The point guard on Stony Brook's last three postseason teams, Carson Puriefoy is now freed up to play off ball with Seawolves' depth. (Photo courtesy of Newsday)
Stony Brook's last three teams have had two constants surrounding them: The NBA-caliber interior presence of Jameel Warney and the steady ball handling of Carson Puriefoy.
This season, however, while Warney remains a force to be reckoned with down low, Puriefoy no longer needs to be as much of a facilitator, as the arrival of Lucas Woodhouse and Ahmad Walker have helped him become more of a scoring option, not that he was not already for Steve Pikiell's Seawolves.
"It takes a bunch of pressure off," Puriefoy said after his 19 points led six Seawolves in double figures during a season-opening 103-32 victory over Division III Merchant Marine at Island Federal Credit Union Arena. "Having two other point guards in the lineup next to me, I'm really thankful for them. They can attack, they can pass, they can shoot, they can do a lot of different things.
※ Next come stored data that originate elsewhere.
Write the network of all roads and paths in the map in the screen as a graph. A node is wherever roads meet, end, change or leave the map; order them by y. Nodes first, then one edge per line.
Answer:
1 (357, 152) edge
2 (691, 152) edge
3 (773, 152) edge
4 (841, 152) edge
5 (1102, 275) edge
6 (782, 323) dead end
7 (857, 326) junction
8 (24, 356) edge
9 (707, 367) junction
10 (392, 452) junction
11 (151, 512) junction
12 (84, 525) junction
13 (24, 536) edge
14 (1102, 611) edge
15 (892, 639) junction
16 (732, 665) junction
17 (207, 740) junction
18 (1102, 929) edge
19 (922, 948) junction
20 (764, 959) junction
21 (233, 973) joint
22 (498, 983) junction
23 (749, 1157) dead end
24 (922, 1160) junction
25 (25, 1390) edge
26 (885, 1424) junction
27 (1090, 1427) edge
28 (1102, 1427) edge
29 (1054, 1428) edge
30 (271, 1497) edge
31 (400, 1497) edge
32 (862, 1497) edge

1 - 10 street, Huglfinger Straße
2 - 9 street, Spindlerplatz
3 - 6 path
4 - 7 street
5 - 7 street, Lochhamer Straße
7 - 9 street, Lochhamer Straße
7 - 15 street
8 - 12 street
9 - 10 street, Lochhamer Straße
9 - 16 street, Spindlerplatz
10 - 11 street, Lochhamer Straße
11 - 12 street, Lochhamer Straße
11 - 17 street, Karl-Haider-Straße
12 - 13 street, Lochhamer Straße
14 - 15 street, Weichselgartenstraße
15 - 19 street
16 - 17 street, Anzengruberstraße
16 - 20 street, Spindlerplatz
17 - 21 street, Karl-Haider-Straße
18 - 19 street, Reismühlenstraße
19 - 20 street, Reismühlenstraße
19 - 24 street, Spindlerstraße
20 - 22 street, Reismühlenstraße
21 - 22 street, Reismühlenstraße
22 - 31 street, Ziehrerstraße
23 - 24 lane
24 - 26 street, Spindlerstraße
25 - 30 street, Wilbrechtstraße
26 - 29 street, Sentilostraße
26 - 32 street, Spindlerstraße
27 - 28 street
It really opens up the court for everybody, especially me and Jameel."
The senior from New Jersey may now be more of an explosive backcourt option with Woodhouse, a gifted passer who averaged nearly seven assists per game for Longwood before transferring back home to his native Long Island, now in the fold, but it has not stopped him from looking to create not just opportunities for himself and his teammates, but also havoc in transition. In 21 minutes, Puriefoy complemented his offensive output with three assists and three steals, committing zero turnovers in the process.
"Those two guys, Ahmad and Lucas, they're really good passers, so they free him (Puriefoy) up to score a little bit more," Pikiell imparted. "And he can shoot the ball, he's really worked on it. I thought he made some plays for some people today too, so it's contagious. Once other guys are finding you open, you find them open."
Puriefoy echoed his coach's sentiment with regard to his shooting, a skill that was visibly bolstered in his 6-of-11 effort from the field.
"This offseason, I definitely worked on my jump shot because it was a weakness of mine last year," he said. "I was real inconsistent, so having them definitely opens up a bunch of different avenues for myself. I'm looking to get them involved too, because they can shoot as well, but I'm looking for my offense."